На ранних этапах своего развития баллады о Робине Гуде не давали
связного рассказа о его жизни; они повествовали лишь об отдельных его
авантюрах. Большое место в них занимали прежде всего рассказы о формировании
его дружины. Многие баллады основаны на несложной сюжетной схеме:
какой-нибудь ремесленник, например, кожевник, котельщик, горшечник или
лесничий, по повелению короля, шерифа или по собственному побуждению,
пытается захватить Робина Гуда как стоящего "вне закона" (outlaw), дерется с
ним, но, испытав его силу и храбрость, добровольно присоединяется к его
дружине. Так начинается знакомство и дружба Робина с самым верным из его
товарищей и помощников - "Маленьким Джоном" (Little John), удальцом и
силачом, прозвище которого, "маленький", "малый", является ироническим, так
как он семи футов ростом. Лихой схваткой начинается дружба Робина Гуда с
расстригой-монахом, братом Туком (Tuck), который не снимает рясы, даже
вступив в дружину удальцов, и не употребляет в битвах с врагами другого
оружия, кроме своей увесистой дубины. Баллады называют и других членов
дружины (Scathlocke, Mutch и др.), вольно и весело живущих в Шервудском
лесу. Их объединяет общая ненависть к феодалам и всем притеснителям народа.

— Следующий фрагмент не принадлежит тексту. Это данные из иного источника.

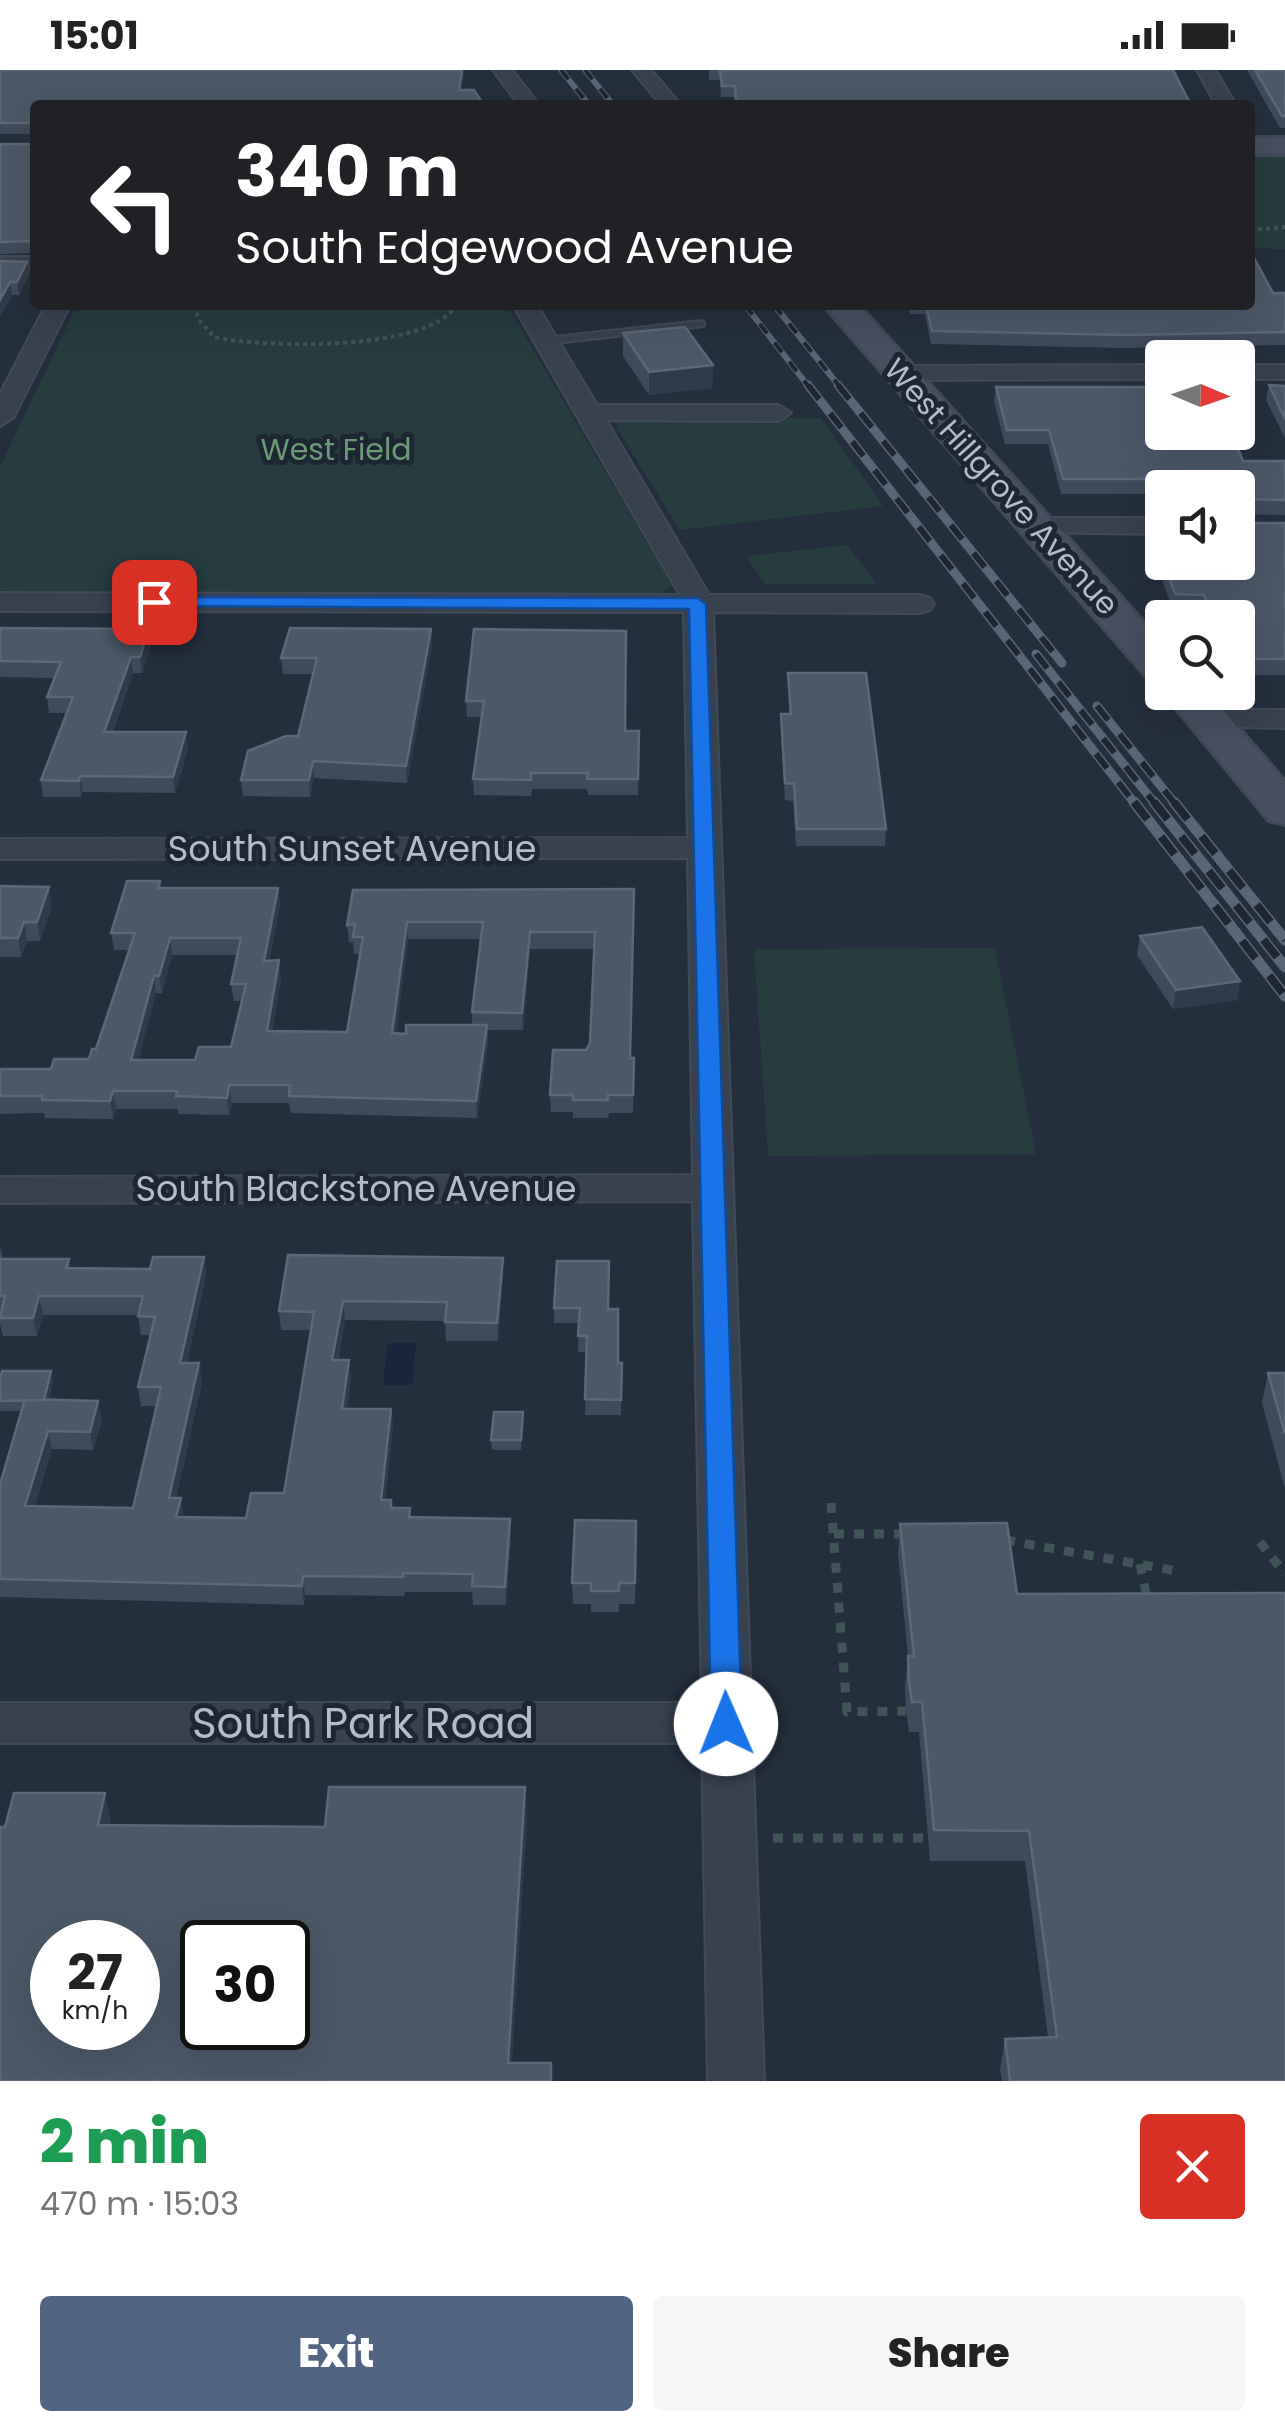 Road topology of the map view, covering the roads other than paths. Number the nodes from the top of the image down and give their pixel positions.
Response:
1 (502, 70) edge
2 (641, 70) edge
3 (1206, 70) edge
4 (525, 100) edge
5 (667, 100) edge
6 (1223, 100) edge
7 (1255, 146) edge
8 (1285, 146) edge
9 (0, 264) edge
10 (30, 264) edge
11 (55, 310) edge
12 (528, 310) edge
13 (844, 310) edge
14 (700, 324) dead end
15 (546, 341) junction
16 (1145, 372) edge
17 (1255, 372) edge
18 (1285, 372) edge
19 (897, 373) junction
20 (589, 412) junction
21 (778, 413) dead end
22 (1, 415) edge
23 (1036, 526) junction
24 (1145, 526) edge
25 (0, 602) edge
26 (698, 604) junction
27 (920, 604) dead end
28 (1145, 649) edge
29 (1199, 710) edge
30 (1223, 710) edge
31 (1285, 719) edge
32 (1285, 810) edge
33 (704, 848) junction
34 (0, 849) edge
35 (712, 1188) junction
36 (0, 1190) edge
37 (0, 1724) edge
38 (726, 1724) junction
39 (736, 2081) edge

1 - 4 street
2 - 5 street
3 - 6 street
7 - 8 street
9 - 10 street
11 - 22 street
12 - 15 street
13 - 19 street, West Hillgrove Avenue
14 - 15 lane
15 - 20 street
16 - 19 street
17 - 18 street
19 - 23 street, West Hillgrove Avenue
20 - 21 street
20 - 26 street
23 - 24 street
23 - 28 street, West Hillgrove Avenue
25 - 26 street
26 - 27 street
26 - 33 street
29 - 32 street
30 - 31 street
33 - 34 street, South Sunset Avenue
33 - 35 street
35 - 36 street, South Blackstone Avenue
35 - 38 street
37 - 38 street, South Park Road
38 - 39 street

Монах-предатель, скряга-аббат, неправедный богатей-епископ - таковы
образы из клерикальной среды в этих балладах; не менее отрицательными
чертами характеризованы чиновники, судьи. Ноттингемский шериф, например,
представлен в образе всеобщего притеснителя и самоуправца; Робин Гуд
издевается над ним и преследует его как своего главного врага. Великодушный,
щедрый, мужественный гонитель всякой неправды, Робин Гуд подает руку помощи
всем, кто в ней нуждается; он неутомим, ловок, искусно ускользает из всех
ловушек, которые его подстерегают, убегает от всякой погони, умеет
выпутаться из любой беды и хорошо отомстить своим врагам. Но к королю он
сохраняет полную почтительность. Одна из баллад рассказывает; как король,
наслышавшись о Робине Гуде, отправился в Ноттингем, чтобы самому поглядеть
на него, да кстати, и изловить. Проезжая через один из своих парков, король
обращает внимание, что нет в нем никакой дичи; сообразив, что это дело рук
Робина, он наряжается аббатом, а рыцарей своих одевает в монашеские рясы и
отправляется в лес на свидание с атаманом. Мнимого аббата с его монахами
тотчас же ловят и приводят к Робину; тот требует с него дани, но, услышав о
том, что аббат привез ему привет от короля и приглашение приехать в
Ноттингем, Робин благоговейно преклоняет колена: "Никого не люблю я так, как
моего короля". Робин потчует мнимого аббата, сам прислуживая ему за столом,
и для развлечения гостя устраивает состязание в стрельбе; по обычаю, Робин
награждает стрелков за каждый промах сильным ударом по затылку; когда же он
сам промахнулся, то аббат так здорово ударил его, что Робин тотчас же
признал в нем короля. Король прощает Робина с тем условием, чтобы он
отправился с ним ко двору. Но придворная жизнь скоро наскучила Робину, и его
опять потянуло в леса, в родное приволье. Отпросившись в Бернисдейль, Робин
появляется в лесу, кличет свою дружину и вновь счастливо живет здесь "под
лесной кровлей". Идиллическое описание жизни Робина Гуда в чаще зеленого
леса занимает, вообще говоря, много места в балладах. Эта лесная идиллия
долго воплощала мечты народа, являясь в Англии настоящей утопией. "Они живут
так, как в старину Робин Гуд английский, - говорит о герцоге Шарль в "Как
вам это понравится" (акт I, 1, стихи 122-125) Шекспира, - и время проводят
они беззаботно, как бывало в золотом веке".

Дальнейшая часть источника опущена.